There is a WebDAV Help button, that will show you how the four editable WebDAV parameters - WebDAV Realm, WebDAV folder, User Name and Password - will appear in the OS X authentication dialogs when you try to publish an iCal calendar or access a WebDAV folder from the Finder's "Go / Connect to Server" Menu.
There is also a "Turn on Directory Listing" check box which will turn on auto-listing of directories, for when you want to share folders of files and images with people who have not been given write access to that directory.
Sharing iCal Calendars
Once you have WebDAV turned on, you can start sharing iCal calendars on the server. The following picture shows you how to set up iCal to publish your calendar, assuming that you're using the default values for the name of the WebDAV folder, login ID and password :
The following shows the result of a successful operation :
Sharing Files and Folders like an iDisk
You can make the WebDav folder act like your very own .Mac iDisk. This is how you can connect to it remotely, directly from the Finder. From the Finder menu, choose Go and then Connect to Server.

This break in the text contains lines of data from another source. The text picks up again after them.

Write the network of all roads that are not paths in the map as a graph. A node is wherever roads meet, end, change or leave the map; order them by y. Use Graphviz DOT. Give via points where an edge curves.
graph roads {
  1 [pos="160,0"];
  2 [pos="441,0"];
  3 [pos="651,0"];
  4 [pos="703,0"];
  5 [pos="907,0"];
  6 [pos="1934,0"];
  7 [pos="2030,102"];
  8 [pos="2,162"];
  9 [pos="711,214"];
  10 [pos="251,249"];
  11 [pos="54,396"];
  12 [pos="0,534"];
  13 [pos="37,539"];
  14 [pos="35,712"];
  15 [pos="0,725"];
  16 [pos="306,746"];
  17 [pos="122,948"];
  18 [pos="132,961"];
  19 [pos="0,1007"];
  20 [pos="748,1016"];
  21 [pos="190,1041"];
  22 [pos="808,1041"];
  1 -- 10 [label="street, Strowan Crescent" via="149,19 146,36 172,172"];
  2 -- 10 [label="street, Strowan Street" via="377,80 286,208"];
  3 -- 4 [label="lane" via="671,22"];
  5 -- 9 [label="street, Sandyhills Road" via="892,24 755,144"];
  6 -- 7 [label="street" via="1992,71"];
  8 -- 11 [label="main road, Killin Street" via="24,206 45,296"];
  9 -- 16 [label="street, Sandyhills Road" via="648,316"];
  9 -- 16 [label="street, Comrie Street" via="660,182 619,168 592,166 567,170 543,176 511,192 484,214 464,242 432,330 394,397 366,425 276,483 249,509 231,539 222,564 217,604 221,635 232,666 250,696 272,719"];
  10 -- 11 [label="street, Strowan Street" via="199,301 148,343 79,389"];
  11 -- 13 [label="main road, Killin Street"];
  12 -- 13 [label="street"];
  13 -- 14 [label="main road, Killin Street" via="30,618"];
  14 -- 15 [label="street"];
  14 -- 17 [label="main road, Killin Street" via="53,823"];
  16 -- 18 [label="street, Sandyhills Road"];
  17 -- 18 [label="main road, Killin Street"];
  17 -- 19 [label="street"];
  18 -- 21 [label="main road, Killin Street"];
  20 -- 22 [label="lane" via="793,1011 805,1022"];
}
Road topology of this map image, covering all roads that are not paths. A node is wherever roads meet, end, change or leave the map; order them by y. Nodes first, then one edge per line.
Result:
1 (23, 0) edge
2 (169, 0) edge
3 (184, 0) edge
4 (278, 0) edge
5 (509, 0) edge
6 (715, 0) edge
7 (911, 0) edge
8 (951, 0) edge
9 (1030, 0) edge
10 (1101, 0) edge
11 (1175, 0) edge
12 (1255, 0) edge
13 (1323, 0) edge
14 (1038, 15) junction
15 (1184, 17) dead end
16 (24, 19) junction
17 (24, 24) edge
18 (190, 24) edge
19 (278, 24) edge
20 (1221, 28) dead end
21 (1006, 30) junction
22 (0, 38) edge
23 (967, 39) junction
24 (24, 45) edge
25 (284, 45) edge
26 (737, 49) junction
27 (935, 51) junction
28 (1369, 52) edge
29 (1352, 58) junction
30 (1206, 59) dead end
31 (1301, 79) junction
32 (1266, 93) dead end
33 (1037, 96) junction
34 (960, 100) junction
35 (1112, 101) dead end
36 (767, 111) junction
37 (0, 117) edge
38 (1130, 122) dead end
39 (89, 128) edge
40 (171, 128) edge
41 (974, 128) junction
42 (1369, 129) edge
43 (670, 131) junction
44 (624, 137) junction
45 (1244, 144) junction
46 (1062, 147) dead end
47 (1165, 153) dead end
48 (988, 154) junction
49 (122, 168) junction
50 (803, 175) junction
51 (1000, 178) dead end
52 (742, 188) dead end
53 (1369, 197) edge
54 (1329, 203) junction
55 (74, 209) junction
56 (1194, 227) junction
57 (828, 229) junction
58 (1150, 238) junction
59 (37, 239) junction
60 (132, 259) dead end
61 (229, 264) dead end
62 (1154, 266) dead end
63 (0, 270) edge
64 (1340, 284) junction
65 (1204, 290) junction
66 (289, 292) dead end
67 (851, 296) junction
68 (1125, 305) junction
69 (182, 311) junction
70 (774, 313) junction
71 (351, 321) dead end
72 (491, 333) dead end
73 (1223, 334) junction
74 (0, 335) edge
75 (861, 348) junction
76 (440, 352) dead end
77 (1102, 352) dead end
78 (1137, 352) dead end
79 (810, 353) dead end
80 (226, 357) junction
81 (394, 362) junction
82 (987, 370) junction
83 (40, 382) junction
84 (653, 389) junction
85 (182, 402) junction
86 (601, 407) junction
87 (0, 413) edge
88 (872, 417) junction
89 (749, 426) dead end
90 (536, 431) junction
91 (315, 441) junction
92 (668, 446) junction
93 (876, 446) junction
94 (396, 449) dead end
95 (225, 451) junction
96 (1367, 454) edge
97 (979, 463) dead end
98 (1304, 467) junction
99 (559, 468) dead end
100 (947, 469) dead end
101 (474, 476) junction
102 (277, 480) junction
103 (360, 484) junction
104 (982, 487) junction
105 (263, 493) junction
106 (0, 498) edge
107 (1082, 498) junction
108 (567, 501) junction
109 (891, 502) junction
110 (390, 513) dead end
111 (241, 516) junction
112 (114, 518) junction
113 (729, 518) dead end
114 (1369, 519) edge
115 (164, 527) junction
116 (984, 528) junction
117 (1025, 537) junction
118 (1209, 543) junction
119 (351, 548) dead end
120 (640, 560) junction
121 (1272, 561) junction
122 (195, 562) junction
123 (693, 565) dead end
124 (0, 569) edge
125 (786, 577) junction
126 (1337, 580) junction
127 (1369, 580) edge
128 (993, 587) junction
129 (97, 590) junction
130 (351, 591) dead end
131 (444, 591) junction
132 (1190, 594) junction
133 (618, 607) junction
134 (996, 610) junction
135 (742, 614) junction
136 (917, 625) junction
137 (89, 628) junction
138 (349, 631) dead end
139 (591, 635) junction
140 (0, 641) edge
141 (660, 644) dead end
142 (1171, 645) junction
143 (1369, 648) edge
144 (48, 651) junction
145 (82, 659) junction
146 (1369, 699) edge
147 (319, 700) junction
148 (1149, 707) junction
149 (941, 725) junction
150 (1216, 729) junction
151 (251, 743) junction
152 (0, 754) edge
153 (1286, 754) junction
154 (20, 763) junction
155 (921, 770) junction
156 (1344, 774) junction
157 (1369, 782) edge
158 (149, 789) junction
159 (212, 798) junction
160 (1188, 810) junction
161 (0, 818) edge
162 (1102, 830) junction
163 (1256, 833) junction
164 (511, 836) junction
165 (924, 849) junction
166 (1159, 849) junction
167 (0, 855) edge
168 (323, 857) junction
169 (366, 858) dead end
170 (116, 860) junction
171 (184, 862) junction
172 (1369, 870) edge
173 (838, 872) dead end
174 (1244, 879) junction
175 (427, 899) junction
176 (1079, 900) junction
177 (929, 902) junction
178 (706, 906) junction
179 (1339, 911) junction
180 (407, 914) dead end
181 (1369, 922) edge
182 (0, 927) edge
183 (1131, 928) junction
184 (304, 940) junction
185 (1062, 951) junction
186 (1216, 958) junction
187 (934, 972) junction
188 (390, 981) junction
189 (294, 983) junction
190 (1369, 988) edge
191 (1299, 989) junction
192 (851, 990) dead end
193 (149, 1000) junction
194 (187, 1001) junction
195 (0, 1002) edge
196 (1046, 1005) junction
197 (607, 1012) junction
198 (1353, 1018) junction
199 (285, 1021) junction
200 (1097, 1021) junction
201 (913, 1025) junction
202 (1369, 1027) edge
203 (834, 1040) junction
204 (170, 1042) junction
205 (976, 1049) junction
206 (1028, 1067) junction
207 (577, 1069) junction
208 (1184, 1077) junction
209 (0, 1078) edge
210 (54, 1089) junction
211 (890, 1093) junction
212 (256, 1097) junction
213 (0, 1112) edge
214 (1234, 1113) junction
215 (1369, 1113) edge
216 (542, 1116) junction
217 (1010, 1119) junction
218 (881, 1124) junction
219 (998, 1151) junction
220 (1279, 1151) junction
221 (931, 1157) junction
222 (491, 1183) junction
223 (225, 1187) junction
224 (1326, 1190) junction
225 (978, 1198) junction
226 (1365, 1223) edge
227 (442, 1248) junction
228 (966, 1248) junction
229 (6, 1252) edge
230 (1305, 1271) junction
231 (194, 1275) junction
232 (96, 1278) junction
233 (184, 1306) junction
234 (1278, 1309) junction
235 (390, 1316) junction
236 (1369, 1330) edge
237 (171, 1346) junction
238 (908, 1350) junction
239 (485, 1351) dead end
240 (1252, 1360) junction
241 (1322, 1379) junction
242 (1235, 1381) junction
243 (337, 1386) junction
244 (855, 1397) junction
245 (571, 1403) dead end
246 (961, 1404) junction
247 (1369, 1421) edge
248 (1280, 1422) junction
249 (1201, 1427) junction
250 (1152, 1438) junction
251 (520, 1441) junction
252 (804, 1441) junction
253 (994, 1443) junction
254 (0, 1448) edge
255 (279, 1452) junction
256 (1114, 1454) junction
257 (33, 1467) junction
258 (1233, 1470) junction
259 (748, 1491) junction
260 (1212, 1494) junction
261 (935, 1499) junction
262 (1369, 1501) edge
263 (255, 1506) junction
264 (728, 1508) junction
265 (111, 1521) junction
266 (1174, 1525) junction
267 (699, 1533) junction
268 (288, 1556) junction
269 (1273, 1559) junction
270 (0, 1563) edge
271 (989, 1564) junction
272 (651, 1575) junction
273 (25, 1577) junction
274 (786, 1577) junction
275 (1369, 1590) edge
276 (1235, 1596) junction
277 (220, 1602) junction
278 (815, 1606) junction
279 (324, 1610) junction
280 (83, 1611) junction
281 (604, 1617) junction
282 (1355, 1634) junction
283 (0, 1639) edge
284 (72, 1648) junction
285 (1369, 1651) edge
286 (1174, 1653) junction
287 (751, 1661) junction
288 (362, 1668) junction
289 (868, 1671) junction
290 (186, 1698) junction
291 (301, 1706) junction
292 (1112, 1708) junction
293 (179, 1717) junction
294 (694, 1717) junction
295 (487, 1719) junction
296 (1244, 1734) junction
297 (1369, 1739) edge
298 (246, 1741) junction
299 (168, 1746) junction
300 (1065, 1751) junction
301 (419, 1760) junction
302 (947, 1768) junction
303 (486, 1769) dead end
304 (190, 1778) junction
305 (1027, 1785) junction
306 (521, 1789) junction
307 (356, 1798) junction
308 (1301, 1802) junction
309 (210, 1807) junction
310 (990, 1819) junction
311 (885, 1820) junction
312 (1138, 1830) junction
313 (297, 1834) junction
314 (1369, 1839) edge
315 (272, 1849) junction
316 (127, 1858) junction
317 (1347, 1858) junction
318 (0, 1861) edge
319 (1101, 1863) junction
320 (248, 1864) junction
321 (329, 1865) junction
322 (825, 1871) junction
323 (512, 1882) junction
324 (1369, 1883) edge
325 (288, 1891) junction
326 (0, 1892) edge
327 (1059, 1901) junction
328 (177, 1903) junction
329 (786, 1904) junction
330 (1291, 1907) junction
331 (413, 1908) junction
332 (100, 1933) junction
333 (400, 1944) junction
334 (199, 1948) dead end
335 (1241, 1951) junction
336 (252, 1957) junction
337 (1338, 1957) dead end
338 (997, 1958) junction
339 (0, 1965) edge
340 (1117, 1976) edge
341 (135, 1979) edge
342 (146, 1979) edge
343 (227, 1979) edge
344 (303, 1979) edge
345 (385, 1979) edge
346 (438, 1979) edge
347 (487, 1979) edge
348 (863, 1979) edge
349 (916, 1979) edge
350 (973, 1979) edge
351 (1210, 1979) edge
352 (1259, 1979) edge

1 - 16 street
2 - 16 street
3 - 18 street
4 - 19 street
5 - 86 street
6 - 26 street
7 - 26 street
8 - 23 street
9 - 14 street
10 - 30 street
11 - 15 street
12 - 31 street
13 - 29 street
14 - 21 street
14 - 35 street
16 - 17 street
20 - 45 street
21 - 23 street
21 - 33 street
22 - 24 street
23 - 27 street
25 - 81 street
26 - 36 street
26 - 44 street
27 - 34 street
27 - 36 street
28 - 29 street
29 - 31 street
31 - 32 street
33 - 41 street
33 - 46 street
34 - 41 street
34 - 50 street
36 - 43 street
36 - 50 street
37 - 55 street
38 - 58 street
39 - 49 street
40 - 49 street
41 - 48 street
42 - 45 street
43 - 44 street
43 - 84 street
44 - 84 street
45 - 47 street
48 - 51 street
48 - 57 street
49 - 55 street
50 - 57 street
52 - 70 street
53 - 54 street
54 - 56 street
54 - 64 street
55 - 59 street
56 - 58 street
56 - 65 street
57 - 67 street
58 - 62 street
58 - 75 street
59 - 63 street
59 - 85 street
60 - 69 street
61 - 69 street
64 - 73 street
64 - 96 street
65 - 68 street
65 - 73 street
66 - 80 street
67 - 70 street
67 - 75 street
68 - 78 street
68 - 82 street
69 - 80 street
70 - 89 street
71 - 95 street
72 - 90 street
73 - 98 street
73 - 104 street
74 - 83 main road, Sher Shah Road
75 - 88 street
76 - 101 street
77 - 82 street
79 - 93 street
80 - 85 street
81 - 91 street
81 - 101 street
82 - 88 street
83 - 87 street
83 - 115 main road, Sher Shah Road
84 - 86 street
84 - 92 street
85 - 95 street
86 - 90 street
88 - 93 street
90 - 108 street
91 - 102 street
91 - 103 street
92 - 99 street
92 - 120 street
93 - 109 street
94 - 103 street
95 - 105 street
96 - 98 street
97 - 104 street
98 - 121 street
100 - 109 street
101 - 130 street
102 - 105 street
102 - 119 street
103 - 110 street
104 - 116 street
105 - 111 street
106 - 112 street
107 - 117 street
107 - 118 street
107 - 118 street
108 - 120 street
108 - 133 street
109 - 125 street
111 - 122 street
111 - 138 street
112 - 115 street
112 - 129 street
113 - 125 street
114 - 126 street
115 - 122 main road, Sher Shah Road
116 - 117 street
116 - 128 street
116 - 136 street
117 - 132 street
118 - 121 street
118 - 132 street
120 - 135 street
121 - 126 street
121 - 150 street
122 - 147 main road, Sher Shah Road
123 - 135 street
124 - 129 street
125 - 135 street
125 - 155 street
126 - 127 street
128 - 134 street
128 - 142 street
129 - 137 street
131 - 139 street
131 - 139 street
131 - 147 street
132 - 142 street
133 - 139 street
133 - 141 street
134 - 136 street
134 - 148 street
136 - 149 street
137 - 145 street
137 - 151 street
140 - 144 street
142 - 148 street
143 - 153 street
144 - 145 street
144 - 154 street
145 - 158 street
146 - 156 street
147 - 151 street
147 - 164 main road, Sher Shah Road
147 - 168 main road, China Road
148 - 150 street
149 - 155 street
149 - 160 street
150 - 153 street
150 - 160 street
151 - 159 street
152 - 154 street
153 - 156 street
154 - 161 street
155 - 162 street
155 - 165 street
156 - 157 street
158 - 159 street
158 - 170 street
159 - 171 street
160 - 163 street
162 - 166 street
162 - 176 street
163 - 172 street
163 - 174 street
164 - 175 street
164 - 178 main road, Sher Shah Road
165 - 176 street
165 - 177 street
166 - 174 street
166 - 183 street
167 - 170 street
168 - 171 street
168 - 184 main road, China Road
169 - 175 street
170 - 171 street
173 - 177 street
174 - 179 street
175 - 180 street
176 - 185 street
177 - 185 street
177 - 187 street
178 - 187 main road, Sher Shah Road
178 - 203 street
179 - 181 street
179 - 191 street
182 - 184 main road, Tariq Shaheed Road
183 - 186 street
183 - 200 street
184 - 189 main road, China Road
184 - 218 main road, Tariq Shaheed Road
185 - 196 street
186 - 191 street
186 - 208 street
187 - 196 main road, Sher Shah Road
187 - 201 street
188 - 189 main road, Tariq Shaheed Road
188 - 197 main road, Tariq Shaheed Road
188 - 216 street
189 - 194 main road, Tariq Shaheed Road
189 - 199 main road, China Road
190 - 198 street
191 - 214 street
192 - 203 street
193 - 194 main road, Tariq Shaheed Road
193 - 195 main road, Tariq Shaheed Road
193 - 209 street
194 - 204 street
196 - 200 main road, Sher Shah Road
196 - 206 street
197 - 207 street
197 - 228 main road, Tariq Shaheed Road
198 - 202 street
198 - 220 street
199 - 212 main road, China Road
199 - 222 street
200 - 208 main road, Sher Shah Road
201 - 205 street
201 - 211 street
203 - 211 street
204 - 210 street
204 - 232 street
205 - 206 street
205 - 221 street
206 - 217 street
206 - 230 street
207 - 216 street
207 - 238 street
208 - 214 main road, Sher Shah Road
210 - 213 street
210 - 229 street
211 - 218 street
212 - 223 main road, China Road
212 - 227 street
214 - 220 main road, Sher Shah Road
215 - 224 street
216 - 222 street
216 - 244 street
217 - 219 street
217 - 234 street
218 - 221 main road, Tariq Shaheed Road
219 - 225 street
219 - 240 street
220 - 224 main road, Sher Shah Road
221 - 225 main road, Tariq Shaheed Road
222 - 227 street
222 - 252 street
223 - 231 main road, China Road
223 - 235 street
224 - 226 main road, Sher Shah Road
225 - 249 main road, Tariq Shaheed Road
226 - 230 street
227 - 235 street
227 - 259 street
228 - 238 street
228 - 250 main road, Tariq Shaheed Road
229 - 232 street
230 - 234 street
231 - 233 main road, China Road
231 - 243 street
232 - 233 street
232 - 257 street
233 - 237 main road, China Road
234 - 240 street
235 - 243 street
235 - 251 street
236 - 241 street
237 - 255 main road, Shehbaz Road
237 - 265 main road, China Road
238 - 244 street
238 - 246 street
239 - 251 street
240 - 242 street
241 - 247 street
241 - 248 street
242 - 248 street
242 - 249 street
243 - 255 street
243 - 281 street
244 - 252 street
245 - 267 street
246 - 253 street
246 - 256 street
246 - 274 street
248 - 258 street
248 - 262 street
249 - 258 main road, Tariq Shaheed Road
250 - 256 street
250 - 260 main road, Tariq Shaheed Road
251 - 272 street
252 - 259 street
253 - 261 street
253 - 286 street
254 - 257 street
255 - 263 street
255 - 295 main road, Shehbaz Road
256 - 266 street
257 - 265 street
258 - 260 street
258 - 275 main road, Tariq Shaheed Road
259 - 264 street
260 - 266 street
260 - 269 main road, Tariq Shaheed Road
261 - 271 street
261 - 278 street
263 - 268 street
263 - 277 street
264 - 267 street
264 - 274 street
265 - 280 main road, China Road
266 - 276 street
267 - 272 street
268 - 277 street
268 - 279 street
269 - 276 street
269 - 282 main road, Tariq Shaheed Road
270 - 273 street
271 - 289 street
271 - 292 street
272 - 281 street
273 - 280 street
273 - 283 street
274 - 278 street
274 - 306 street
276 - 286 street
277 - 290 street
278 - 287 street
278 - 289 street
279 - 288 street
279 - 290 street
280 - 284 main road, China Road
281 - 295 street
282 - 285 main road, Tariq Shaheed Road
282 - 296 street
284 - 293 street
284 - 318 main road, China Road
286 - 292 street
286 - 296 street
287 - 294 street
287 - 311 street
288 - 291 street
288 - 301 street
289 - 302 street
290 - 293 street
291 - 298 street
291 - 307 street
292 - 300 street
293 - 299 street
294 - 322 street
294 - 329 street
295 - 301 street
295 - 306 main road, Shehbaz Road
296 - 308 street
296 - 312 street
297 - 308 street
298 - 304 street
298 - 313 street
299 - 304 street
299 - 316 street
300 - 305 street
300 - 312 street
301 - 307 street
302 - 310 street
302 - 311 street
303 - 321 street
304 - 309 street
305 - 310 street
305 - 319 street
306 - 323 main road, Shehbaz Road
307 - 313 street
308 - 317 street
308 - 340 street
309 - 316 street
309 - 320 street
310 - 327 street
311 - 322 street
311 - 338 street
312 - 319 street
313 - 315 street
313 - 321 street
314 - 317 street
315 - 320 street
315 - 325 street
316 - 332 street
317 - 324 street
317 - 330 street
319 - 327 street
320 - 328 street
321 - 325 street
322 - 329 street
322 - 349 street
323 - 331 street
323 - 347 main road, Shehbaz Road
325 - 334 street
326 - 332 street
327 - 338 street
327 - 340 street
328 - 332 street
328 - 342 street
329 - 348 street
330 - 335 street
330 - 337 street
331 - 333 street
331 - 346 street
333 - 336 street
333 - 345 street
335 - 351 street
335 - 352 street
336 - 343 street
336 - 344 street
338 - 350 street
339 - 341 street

You will see the dialog box below. Enter the domain name or the IP address of the web server that you have just set up using WebMon (in place of 10.0.1.205). Also, note that the protocol used is http and not afp or ftp :
If your server is accessible and WebDav is running, you will be asked to authenticate with it. Enter the WebDav user ID and password (default "webdav" and "dav" respectively, unless you have changed it) :
If you authenticated correctly, you will see your WebDav folder directly on your desktop and you can drag files and folders onto it. Unlike ftp, you can actually double-click on these documents, launch the application (in my case, Keynote, because I have a Keynote document), and make changes to it.
WebDav is "better" than using ftp because you have one less port to open (it uses the web server's port 80, and 443, if you have SSL on). It is a bit faster. And it integrates smoothly with the Finder, allowing you to work with the WebDav folder like any ordinary Finder folder.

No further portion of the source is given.